Young girl, get out of my mind.
Ever wonder what women will have to put up in a world run by Donald Trump? Look no further than Shakespeare In the Park's current all-female production of Taming Of The Shrew, directed by Phyllida Lloyd, which is just as over-the-top, and almost as incoherent, as the man it's satirizing.
Framed by a beauty pageant whose voiceover announcer is
modeled on a New Yorker whose name rhymes with The Ronald, and containing a
character (Gremio) who’s a cross between Trump and Sinatra, with a Vegas Rat
Pack attitude towards dames, this production has a ton of energy and a RV full
of great ideas, but because it panders by going for easy laughs instead of the
jugular, it’s like a complacent liberal: it thinks it’s a lot sharper than it
really is in exposing misogyny. If the road to excess leads to the palace of
wisdom, we should be getting a lot more wisdom than we do by the time that
raucous curtain call starts. Instead, we just get patted on the back for being
smart.
But fun? God yes. The play’s been trimmed down to two hours
with no intermission, and you don’t miss a thing. (Although what I got was a
renewed impatience with the whole Bianca subplot. It felt like there was a lot
less of Petruchio and Kate in this play.) Instead of the Christopher Sly
Induction, we get the beauty pageant, which pretty much tells you all you need
to know about Bianca and Katherina right from the start. The Latin lesson
between Lucentio and Bianca is replaced with an extended quote from Gone With
The Wind. Gremio’s report of the wedding is done totally meta—he comes out with
a copy of Shrew in hand to tell us what he’s supposed to say, and then goes off
on a sexist rant. The curtain call dance is done to Joan Jett’s “Bad
Reputation,” and in a brilliant touch, it includes elements of the Maori Hata war
dance. And towering above it all is Janet McTeer’s Petruchio, a lanky cross
between a totally pissed Peter O’Toole and a totally entitled rock and roll bad
boy, whose every move and line is just magic. If some of this production comes
across as a raucous shit-show, it’s McTeer who is the shit and the show. If the
rest of this production was as good as her performance, this would be one of those
Park plays people talk about for years.
But it’s not. Cush Jumbo’s Katherina is a study in exuberant
overkill, but her final monologue—which should be the coup de grace of the
play—totally misses its target because you don’t know what it’s aiming at. She
delivers it simply and honestly, with no spin or subtext, and for the first
time all evening, you wonder just what is going on with this woman who has been
so vocal and forthright about what she feels and believes. Is it a pose? Is it
sincere?
And then you realize that you’ve been asking the same
question about a lot of things in this production: “What is this supposed to
be?” Like the set. It looks like a traveling carnival, but it also seems to be
a trailer park. It’s specific enough so that it should be one thing, and
thematically represent something meaningful; but it doesn’t. Or like the fact
that, when they get married, husbands get paid off like crooked politicians,
with briefcases of cash. Are they being bribed? Are they being rewarded?
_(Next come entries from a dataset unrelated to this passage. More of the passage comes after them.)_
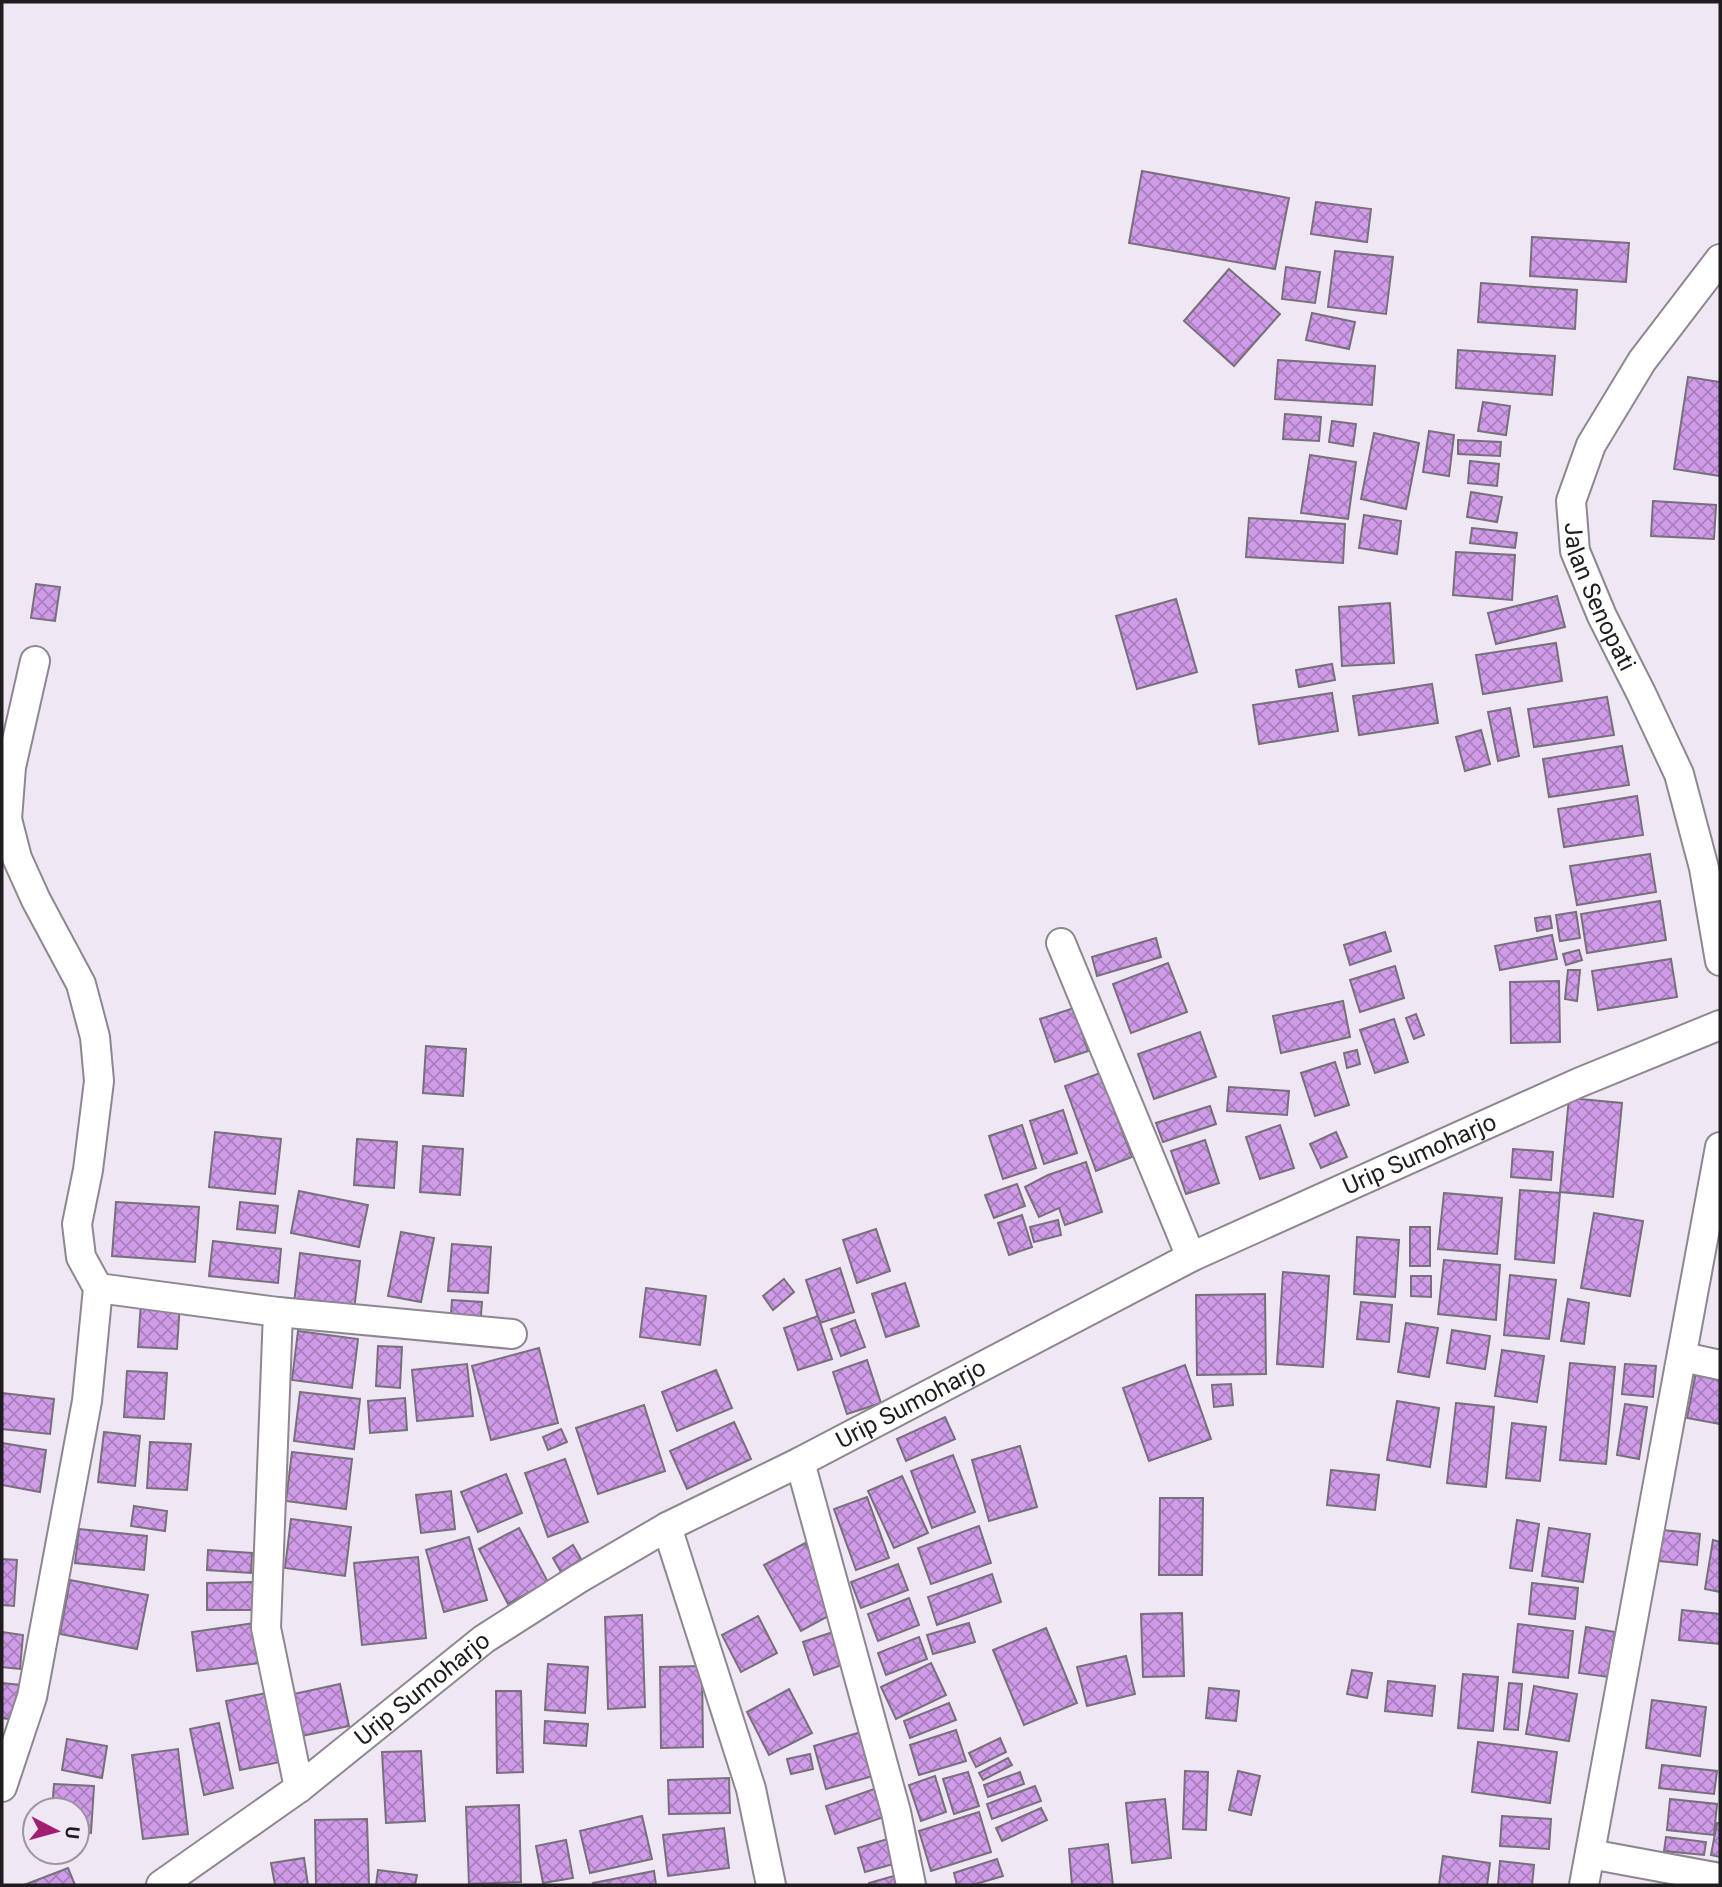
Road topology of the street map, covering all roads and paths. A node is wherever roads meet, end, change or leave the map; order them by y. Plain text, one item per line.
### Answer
1 (1720, 259) edge
2 (35, 661) dead end
3 (1061, 943) dead end
4 (1720, 961) edge
5 (1720, 1025) edge
6 (1720, 1147) edge
7 (1191, 1257) junction
8 (98, 1288) junction
9 (278, 1312) junction
10 (512, 1334) dead end
11 (1683, 1357) junction
12 (1720, 1366) edge
13 (800, 1462) junction
14 (667, 1527) junction
15 (2, 1787) edge
16 (299, 1788) junction
17 (1590, 1854) junction
18 (1720, 1878) edge
19 (161, 1885) edge
20 (771, 1885) edge
21 (911, 1885) edge
22 (1584, 1885) edge

1 - 4 street, Jalan Senopati
2 - 8 street
3 - 7 street
5 - 7 street, Urip Sumoharjo
6 - 11 street
7 - 13 street, Urip Sumoharjo
8 - 9 street
8 - 15 street
9 - 10 street
9 - 16 street
11 - 12 street
11 - 17 street
13 - 14 street, Urip Sumoharjo
13 - 21 street
14 - 16 street, Urip Sumoharjo
14 - 20 street
16 - 19 street, Urip Sumoharjo
17 - 18 street
17 - 22 street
(Both—right, ladies?) Or like Cush Jumbo’s visual look as Katherina, with those Pippi
Longstocking pigtails and those baby doll dresses. Are we supposed to inhale
the whiff of pedophilia this implies? Or get creeped out because we’re even
smelling it?
Thematically, the beauty pageant frame is meant to be Meaningful with a
capital M—at the start, Bianca enters on a bike that Katherina is pedaling, and
her performance is interrupted when Kate, like a protester at a Trump rally,
hijacks the microphone and denounces the whole event. Which tells us, right
from the start, what to look for in what we’re going to see. And sometimes it’s
there, but other times it’s not; and it’s not like it has to be there all the
time, but the whole point of staying on message is that you don’t mix them, and
in this production, those messages have been put through a Waring blender. In
a show where everything is out there, to hilarious effect, it pulls back in
crucial places instead of taking that firm extra step, or at least committing
to the premise behind its shenanigans. Is this the destruction of a
“disobedient” woman, or is it saying that such a thing is impossible?
The perfect example of how it goes right and then wrong at
the same time is the final scene. Katherina extends her hand for Petruchio to
step on, and what do you know? She wins the beauty queen title! Which makes
perfect sense, given the beginning: you tame a woman to win male beauty prizes.
And if it had ended there—with Katherina becoming either the trapped or the willing beauty queen
bride—pretty, subservient, a trophy—THAT would have been the perfect sting to
the tail of this production. But no sooner does Kate win the contest than she
does exactly what she did in the opening: hijack the mike and denounce the
whole event—whereupon she’s hustled down a trap door and locked away. While
Petruchio just stands there. (While. Petruchio. Just stands there.) And Bianca
is named the Beauty Queen, and everyone gets their picture taken together, the
end.
If that doesn’t leave you scratching your head and saying
“Huh?” then you are going to adore this production.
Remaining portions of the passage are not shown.